When drafting new nondisclosure agreements, companies would be wise to make sure that the agreements are not so broad in scope that they are viewed as noncompetes under the FTC’s proposed rule, Milligan said. Employees who have access to a company’s trade secrets should be required to sign nondisclosure agreements, Blonder said.
The categories of information subject to the nondisclosure agreement should be tailored to the company’s business and specific enough so that the employee understands what needs to be kept secret, Milligan said. The information the company is seeking to protect should not be publicly available information.
In the agreement, there should be exclusions for information already known to the employee—such as generalized knowledge and skills—and information the employee has a legal right to disclose under state or federal law, Milligan noted.
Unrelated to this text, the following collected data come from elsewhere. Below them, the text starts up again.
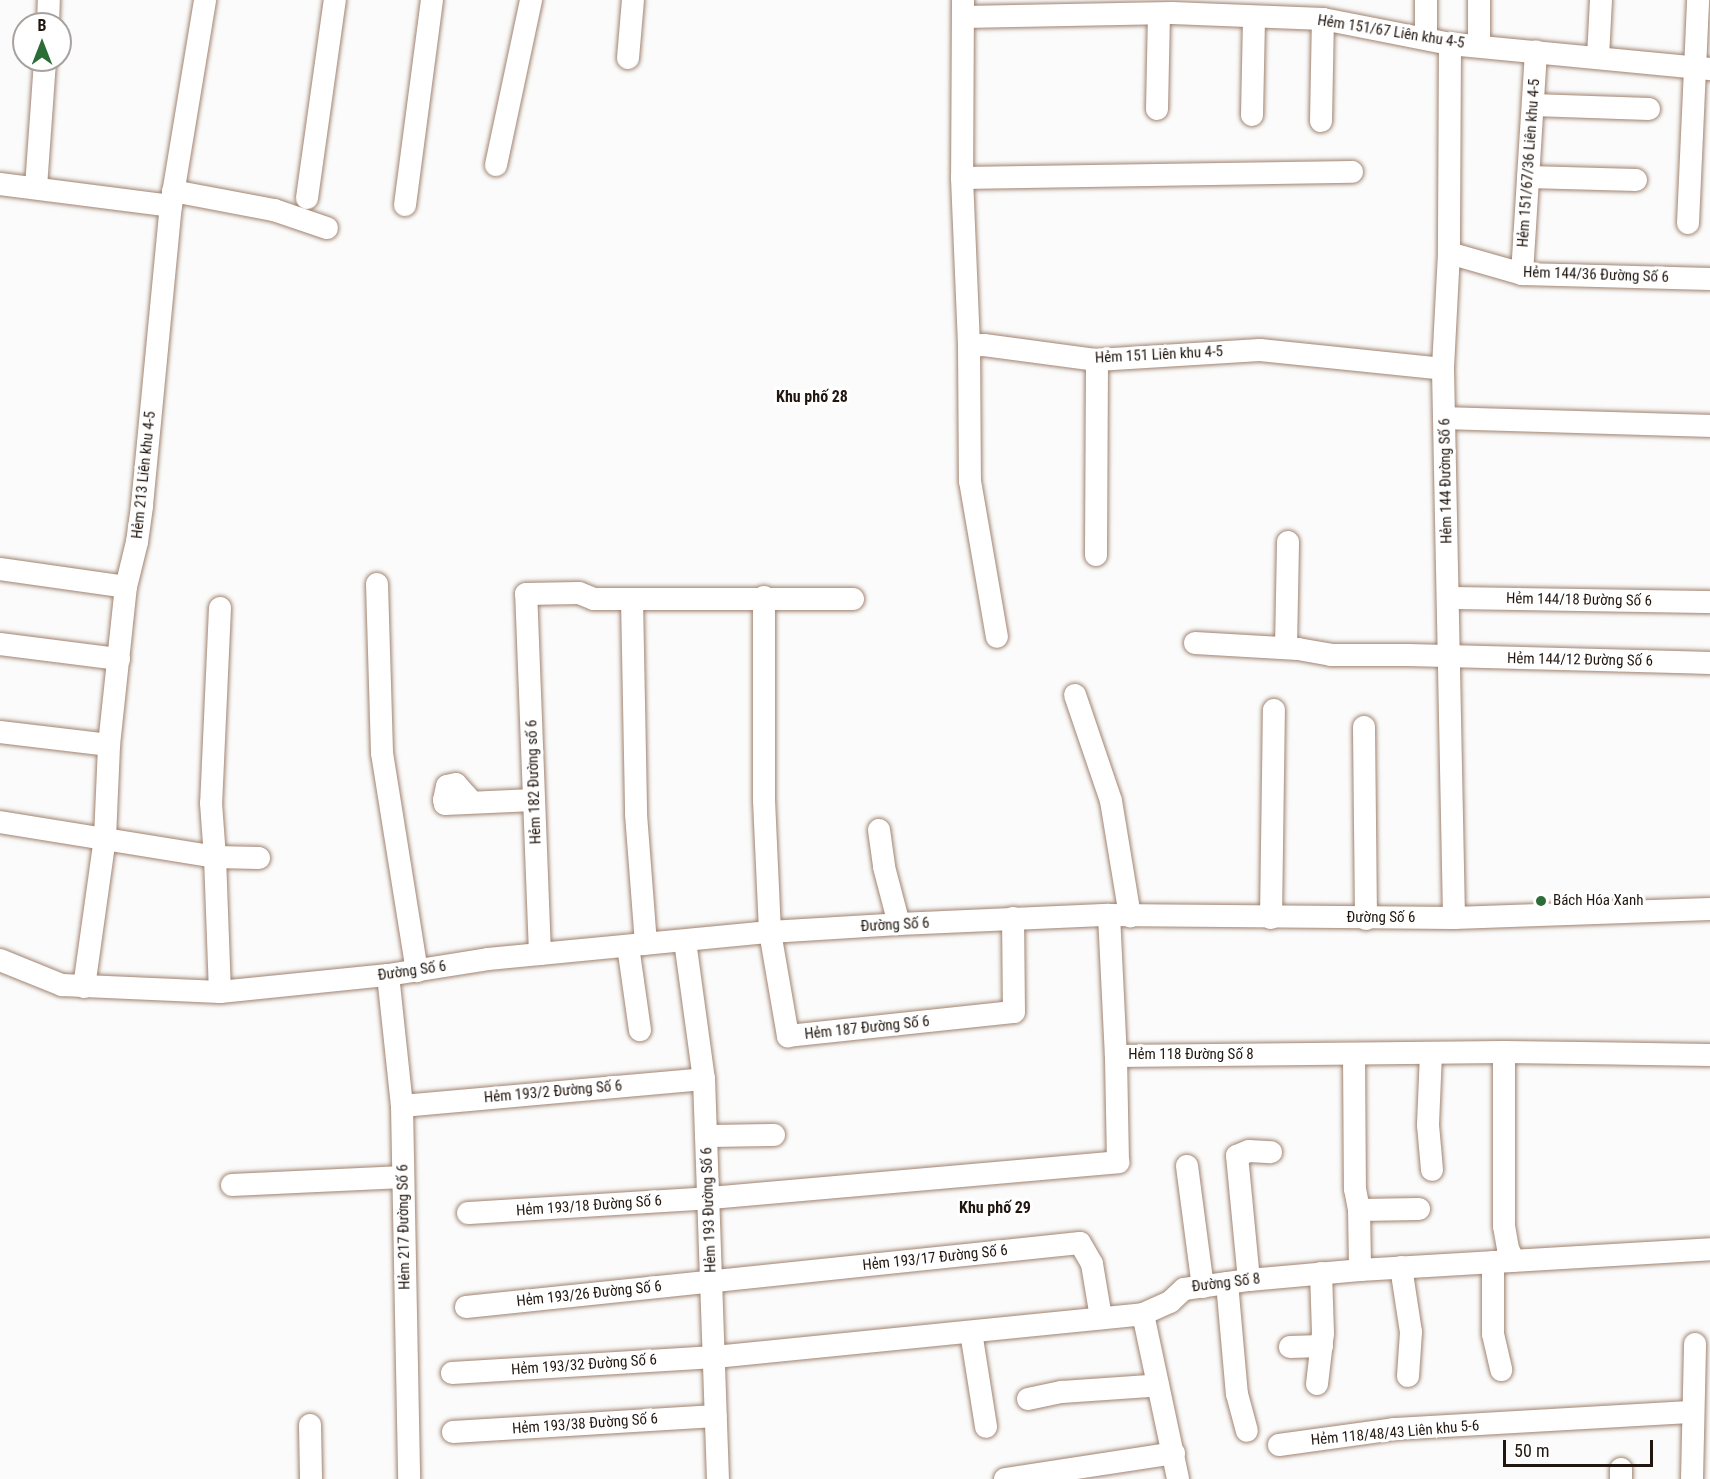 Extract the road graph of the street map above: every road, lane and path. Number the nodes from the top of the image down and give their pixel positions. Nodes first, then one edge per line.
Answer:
1 (205, 0) edge
2 (335, 0) edge
3 (432, 0) edge
4 (531, 0) edge
5 (633, 0) edge
6 (1426, 0) edge
7 (1479, 0) edge
8 (1601, 0) edge
9 (1698, 0) edge
10 (963, 8) edge
11 (1159, 14) junction
12 (1254, 17) junction
13 (1323, 19) junction
14 (1426, 38) junction
15 (1450, 44) junction
16 (1479, 46) junction
17 (1536, 51) junction
18 (1598, 57) junction
19 (628, 58) dead end
20 (1702, 68) edge
21 (44, 72) edge
22 (1533, 105) junction
23 (1157, 109) dead end
24 (1649, 109) dead end
25 (1252, 115) dead end
26 (1321, 121) dead end
27 (496, 165) dead end
28 (1352, 172) dead end
29 (1528, 177) junction
30 (962, 178) junction
31 (1636, 180) dead end
32 (0, 184) edge
33 (36, 187) junction
34 (172, 198) junction
35 (307, 198) dead end
36 (405, 205) dead end
37 (1688, 223) dead end
38 (327, 228) dead end
39 (1449, 253) junction
40 (1522, 274) junction
41 (1710, 279) edge
42 (969, 346) junction
43 (1097, 360) junction
44 (1443, 369) junction
45 (1444, 418) junction
46 (1710, 426) edge
47 (1288, 543) dead end
48 (1096, 555) dead end
49 (0, 569) edge
50 (377, 584) dead end
51 (126, 587) junction
52 (764, 597) junction
53 (1449, 598) junction
54 (632, 599) junction
55 (853, 599) dead end
56 (1710, 602) edge
57 (220, 608) dead end
58 (997, 637) dead end
59 (1195, 643) dead end
60 (0, 644) edge
61 (1286, 648) junction
62 (1450, 656) junction
63 (119, 659) junction
64 (1710, 663) edge
65 (1075, 695) dead end
66 (1274, 710) dead end
67 (1364, 727) dead end
68 (0, 732) edge
69 (109, 745) junction
70 (534, 800) junction
71 (472, 802) dead end
72 (0, 822) edge
73 (879, 830) dead end
74 (105, 838) junction
75 (214, 857) junction
76 (259, 858) dead end
77 (1710, 909) edge
78 (1120, 916) junction
79 (1013, 918) junction
80 (1271, 918) junction
81 (1454, 918) junction
82 (1366, 919) junction
83 (898, 924) junction
84 (770, 932) junction
85 (685, 941) junction
86 (637, 945) junction
87 (540, 954) junction
88 (0, 960) edge
89 (417, 970) junction
90 (387, 975) junction
91 (84, 987) junction
92 (220, 992) junction
93 (640, 1029) dead end
94 (1504, 1052) junction
95 (1431, 1053) junction
96 (1354, 1054) junction
97 (1710, 1054) edge
98 (1116, 1056) junction
99 (704, 1079) junction
100 (402, 1106) junction
101 (774, 1135) dead end
102 (706, 1136) junction
103 (1271, 1152) dead end
104 (1187, 1166) dead end
105 (1432, 1170) dead end
106 (403, 1177) junction
107 (232, 1185) dead end
108 (710, 1198) junction
109 (1419, 1209) dead end
110 (1359, 1210) junction
111 (468, 1213) dead end
112 (1710, 1249) edge
113 (1504, 1261) junction
114 (1401, 1267) junction
115 (1360, 1270) junction
116 (1321, 1273) junction
117 (712, 1281) junction
118 (1238, 1281) junction
119 (1203, 1287) junction
120 (466, 1307) dead end
121 (1143, 1314) junction
122 (1101, 1318) junction
123 (971, 1332) junction
124 (1695, 1344) dead end
125 (1322, 1346) junction
126 (1290, 1347) dead end
127 (715, 1357) junction
128 (1501, 1370) dead end
129 (452, 1373) dead end
130 (1408, 1376) dead end
131 (1158, 1383) junction
132 (1317, 1384) dead end
133 (1028, 1399) dead end
134 (1692, 1412) junction
135 (716, 1416) junction
136 (310, 1425) dead end
137 (986, 1427) dead end
138 (1247, 1431) dead end
139 (453, 1432) dead end
140 (1278, 1445) dead end
141 (1174, 1453) junction
142 (311, 1479) edge
143 (409, 1479) edge
144 (718, 1479) edge
145 (1005, 1479) edge
146 (1178, 1479) edge
147 (1692, 1479) edge

1 - 34 street, Hẻm 213 Liên khu 4-5
2 - 35 street
3 - 36 street
4 - 27 street
5 - 19 street
6 - 14 street
7 - 16 street
8 - 18 street
9 - 20 street
10 - 11 street, Hẻm 151/67 Liên khu 4-5
10 - 30 street
11 - 12 street, Hẻm 151/67 Liên khu 4-5
11 - 23 street
12 - 13 street, Hẻm 151/67 Liên khu 4-5
12 - 25 street
13 - 14 street, Hẻm 151/67 Liên khu 4-5
13 - 26 street
14 - 15 street, Hẻm 151/67 Liên khu 4-5
15 - 16 street, Hẻm 151/67 Liên khu 4-5
15 - 39 street, Hẻm 144 Đường Số 6
16 - 17 street, Hẻm 151/67 Liên khu 4-5
17 - 18 street, Hẻm 151/67 Liên khu 4-5
17 - 22 street, Hẻm 151/67/36 Liên khu 4-5
18 - 20 street, Hẻm 151/67 Liên khu 4-5
20 - 37 street
21 - 33 street
22 - 24 street
22 - 29 street, Hẻm 151/67/36 Liên khu 4-5
28 - 30 street
29 - 31 street
29 - 40 street, Hẻm 151/67/36 Liên khu 4-5
30 - 42 street
32 - 33 street
33 - 34 street
34 - 38 street
34 - 51 street, Hẻm 213 Liên khu 4-5
39 - 40 street, Hẻm 144/36 Đường Số 6
39 - 44 street, Hẻm 144 Đường Số 6
40 - 41 street, Hẻm 144/36 Đường Số 6
42 - 43 street, Hẻm 151 Liên khu 4-5
42 - 58 street
43 - 44 street, Hẻm 151 Liên khu 4-5
43 - 48 street
44 - 45 street, Hẻm 144 Đường Số 6
45 - 46 street
45 - 53 street, Hẻm 144 Đường Số 6
47 - 61 street
49 - 51 street
50 - 89 street
51 - 63 street, Hẻm 213 Liên khu 4-5
52 - 54 street
52 - 55 street
52 - 84 street
53 - 56 street, Hẻm 144/18 Đường Số 6
53 - 62 street, Hẻm 144 Đường Số 6
54 - 70 street, Hẻm 182 Đường số 6
54 - 86 street
57 - 75 street
59 - 61 street, Hẻm 144/12 Đường Số 6
60 - 63 street
61 - 62 street, Hẻm 144/12 Đường Số 6
62 - 64 street, Hẻm 144/12 Đường Số 6
62 - 81 street, Hẻm 144 Đường Số 6
63 - 69 street, Hẻm 213 Liên khu 4-5
65 - 78 street
66 - 80 street
67 - 82 street
68 - 69 street
69 - 74 street, Hẻm 213 Liên khu 4-5
70 - 71 street
70 - 87 street, Hẻm 182 Đường số 6
72 - 74 street
73 - 83 street
74 - 75 street
74 - 91 street, Hẻm 213 Liên khu 4-5
75 - 76 street
75 - 92 street
77 - 81 street, Đường Số 6
78 - 79 street, Đường Số 6
78 - 80 street, Đường Số 6
78 - 98 street
79 - 83 street, Đường Số 6
79 - 84 street, Hẻm 187 Đường Số 6
80 - 82 street, Đường Số 6
81 - 82 street, Đường Số 6
83 - 84 street, Đường Số 6
84 - 85 street, Đường Số 6
85 - 86 street, Đường Số 6
85 - 99 street, Hẻm 193 Đường Số 6
86 - 87 street, Đường Số 6
86 - 93 street
87 - 89 street, Đường Số 6
88 - 91 street, Đường Số 6
89 - 90 street, Đường Số 6
90 - 92 street, Đường Số 6
90 - 100 street, Hẻm 217 Đường Số 6
91 - 92 street, Đường Số 6
94 - 95 street, Hẻm 118 Đường Số 8
94 - 97 street, Hẻm 118 Đường Số 8
94 - 113 street
95 - 96 street, Hẻm 118 Đường Số 8
95 - 105 street
96 - 98 street, Hẻm 118 Đường Số 8
96 - 110 street
98 - 108 street, Hẻm 118 Đường Số 8
99 - 100 street, Hẻm 193/2 Đường Số 6
99 - 102 street, Hẻm 193 Đường Số 6
100 - 106 street, Hẻm 217 Đường Số 6
101 - 102 street
102 - 108 street, Hẻm 193 Đường Số 6
103 - 118 street
104 - 119 street
106 - 107 street
106 - 143 street, Hẻm 217 Đường Số 6
108 - 111 street, Hẻm 193/18 Đường Số 6
108 - 117 street, Hẻm 193 Đường Số 6
109 - 110 street
110 - 115 street
112 - 113 street, Đường Số 8
113 - 114 street, Đường Số 8
113 - 128 street
114 - 115 street, Đường Số 8
114 - 130 street
115 - 116 street, Đường Số 8
116 - 118 street, Đường Số 8
116 - 125 street
117 - 120 street, Hẻm 193/26 Đường Số 6
117 - 122 street, Hẻm 193/17 Đường Số 6
117 - 127 street, Hẻm 193 Đường Số 6
118 - 119 street, Đường Số 8
118 - 138 street
119 - 121 street, Đường Số 8
121 - 122 street, Đường Số 8
121 - 131 street
122 - 123 street, Đường Số 8
123 - 127 street, Đường Số 8
123 - 137 street
124 - 134 street
125 - 126 street
125 - 132 street
127 - 129 street, Hẻm 193/32 Đường Số 6
127 - 135 street, Hẻm 193 Đường Số 6
131 - 133 street
131 - 141 street
134 - 140 street, Hẻm 118/48/43 Liên khu 5-6
134 - 147 street
135 - 139 street, Hẻm 193/38 Đường Số 6
135 - 144 street, Hẻm 193 Đường Số 6
136 - 142 street
141 - 145 street
141 - 146 street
For example, California and Washington have laws prohibiting employers from using agreements that don’t allow the disclosure of conduct the employee believes is unlawful, such as illegal harassment or discrimination.
The agreement also should specify that the employer will be irreparably harmed if there is a breach, and it should provide recourse in court or arbitration for breaches.
Take Other Preventive Steps
To prevent misappropriation, limit access to trade secrets to those with a need to know and keep any trade secrets material stored and handled in a secure manner, recommended Alex Lee, an attorney with Einhorn, Barbarito, Frost & Botwinick in Denville, N.J.
Physical areas of the workplace where employees are working with trade secrets should have limited access, said Leonard Samuels, an attorney with Berger Singerman in Fort Lauderdale, Fla.
Crane said other prevention steps include:
- Regularly auditing company computer usage.
- Requiring regular password changes.
- Distributing encrypted thumb drives that can be used only on internal systems and blocking any thumb drives not provided by the company.
Educate Workers
“It is not uncommon to see circumstances where employees are under the honest mistaken impression that if they personally created or worked on a project or document, that it belongs to them and can be taken or used without the consent of the employer,” Lee said.
Misappropriation sometimes can be avoided by making sure employees are educated about the employer’s policies.
Employers should make it clear, particularly at exit interviews, “that any work product by an employee on behalf of the employer belongs to the business rather than the employee,” Lee said.